Comment remettre les savoirs au centre du débat éducatif ?
Pouvez-vous nous expliquer ce qui se cache derrière le mot « curriculum » ?
Rappelons d’abord que ce terme n’a de sens obscur qu’en France, tant il est couramment employé ailleurs, dans les pays anglo-saxons comme dans les pays latins, les pays émancipés de la colonisation et les organisations internationales d’éducation.
Comme son étymologie latine le suggère, il s’agit de penser l’éducation, la formation comme un parcours, celui dont les élèves font l’expérience dès leur entrée à l’école.
Considérer l’école d’un point de vue curriculaire, c’est partir du parcours des élèves plutôt que des disciplines scolaires et de leurs programmes institués comme on le fait traditionnellement dans notre pays. Et c’est s’interroger sur les finalités de ce parcours et les valeurs qu’il met en œuvre.

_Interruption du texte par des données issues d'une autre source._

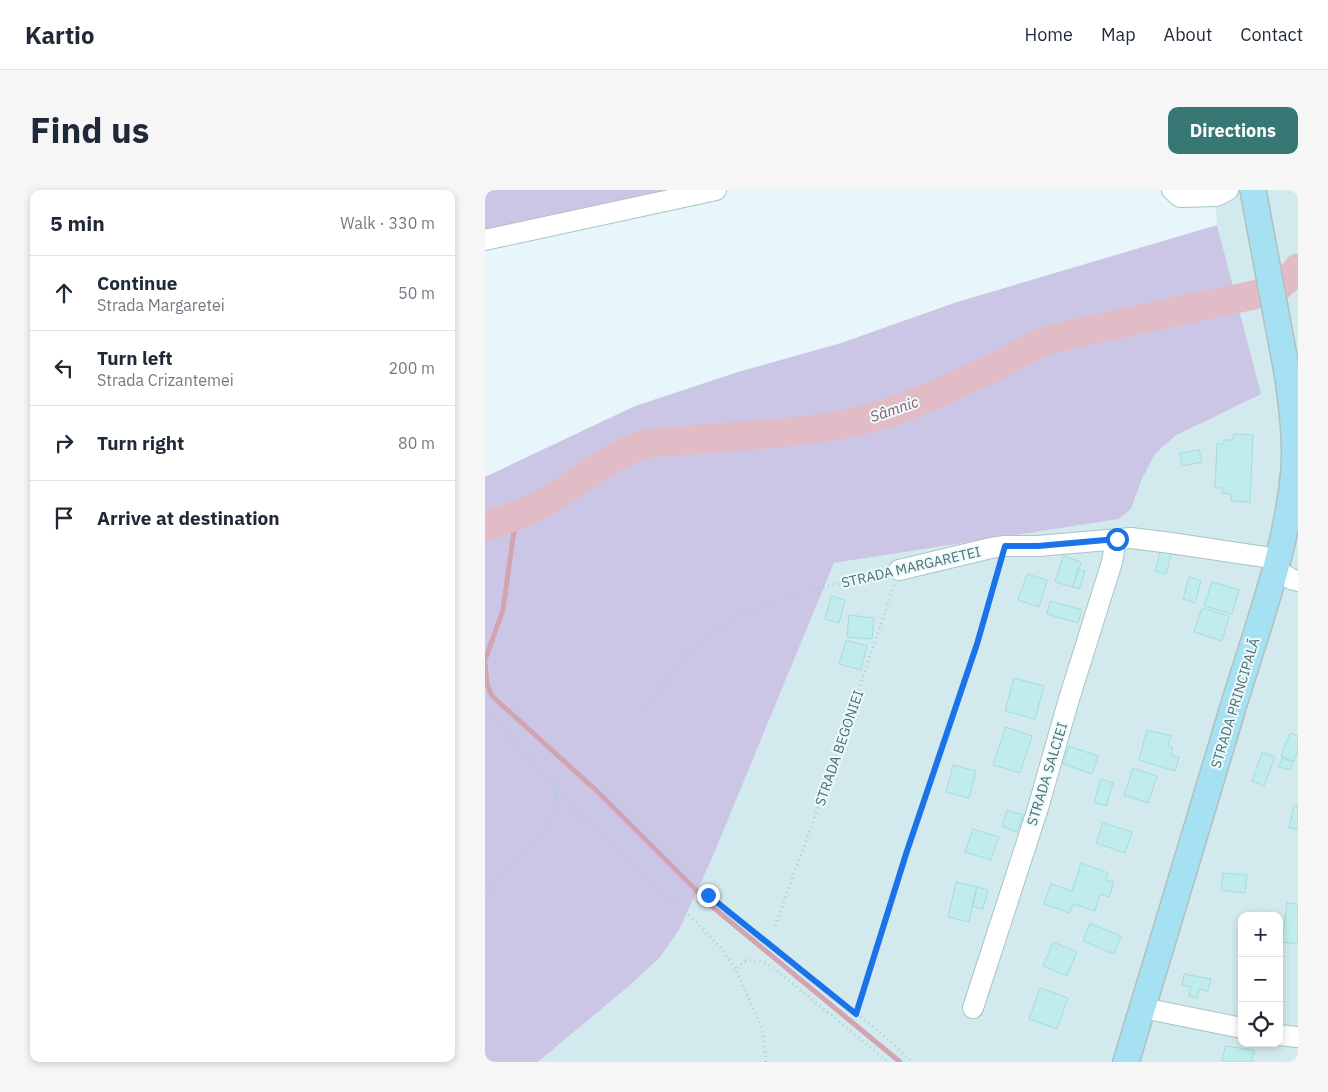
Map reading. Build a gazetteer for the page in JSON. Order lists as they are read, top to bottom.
{
  "streets": {
    "main road": ["STRADA PRINCIPALĂ"],
    "street": ["STRADA MARGARETEI", "STRADA SALCIEI"],
    "path": ["STRADA BEGONIEI"]
  },
  "crossings": [
    ["STRADA MARGARETEI", "STRADA PRINCIPALĂ"],
    ["STRADA MARGARETEI", "STRADA BEGONIEI"],
    ["STRADA MARGARETEI", "STRADA SALCIEI"]
  ],
  "water": ["Sâmnic"],
  "page": {
    "header": "Kartio",
    "nav": [
      "Home",
      "Map",
      "About",
      "Contact"
    ],
    "title": "Find us",
    "buttons": "Directions",
    "heading": ["5 min", "Walk · 330 m"],
    "list": [
      ["Continue", "Strada Margaretei", "50 m"],
      ["Turn left", "Strada Crizantemei", "200 m"],
      ["Turn right", "80 m"],
      "Arrive at destination"
    ],
    "map_buttons": ["+", "−"]
  }
}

Que nous disent les parcours effectivement vécus par les élèves ? Que le collège prétendument unique fonctionne comme une gare de triage, où vont être écartés de l’accès aux lycées généraux et technologiques tous ceux que leurs résultats scolaires considérés insuffisants prédestineraient à la voie professionnelle. Si les enfants de milieux populaires sont surreprésentés dans la voie professionnelle et ceux de milieux privilégiés surreprésentés dans la voie générale comme l’atteste chaque année la publication officielle L’état de l’école,c’est parce que les savoirs enseignés aux élèves, la manière dont ils sont notés, jouent parfaitement le rôle discriminant attendu d’eux. Selon les « enfances de classes » que les élèves ont vécues, ils seront en familiarité avec les savoirs académiques transmis à l’école et les savoirs de vie acquis en famille, ou en exil dans ces mêmes savoirs, ces apprentissages si éloignés de leur culture propre, et en méconnaissance de savoirs de vie très précieux pour la réussite scolaire.

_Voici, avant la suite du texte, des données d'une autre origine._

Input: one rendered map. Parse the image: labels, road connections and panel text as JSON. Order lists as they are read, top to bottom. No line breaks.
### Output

Interpeller le curriculum réel des élèves français, c’est interroger ce qu’on leur enseigne et comment on l’apprend et évalue son apprentissage, en se demandant d’abord quelle finalité nous souhaitons donner à l’école : fournir une élite dirigeante et une main d’oeuvre adaptée aux emplois proposés dans les entreprises dirigées par cette élite, auquel cas le curriculum actuel joue parfaitement son rôle, ou former des citoyens capables de s’orienter dans un monde complexe, de déjouer les pièges des dogmatismes et des complotismes, de coopérer à l’avènement d’une société faisant vivre au quotidien les principes de la République ?
Les savoirs actuellement proposés aux élèves sont essentiellement du ressort d’une instruction académique, les dimensions d’éducation sont pour la plupart reléguées dans des « éducations à… » qui n’ont de place aléatoire que dans les interstices des cours. Le choix des disciplines enseignées, les choix de ce qu’elles enseignent et n’enseignent pas, la hiérarchie entre elles méritent d’être réexaminés. C’est en ces termes curriculaires qu’il faut poser la question de l’avenir de notre institution éducative du 21e siècle.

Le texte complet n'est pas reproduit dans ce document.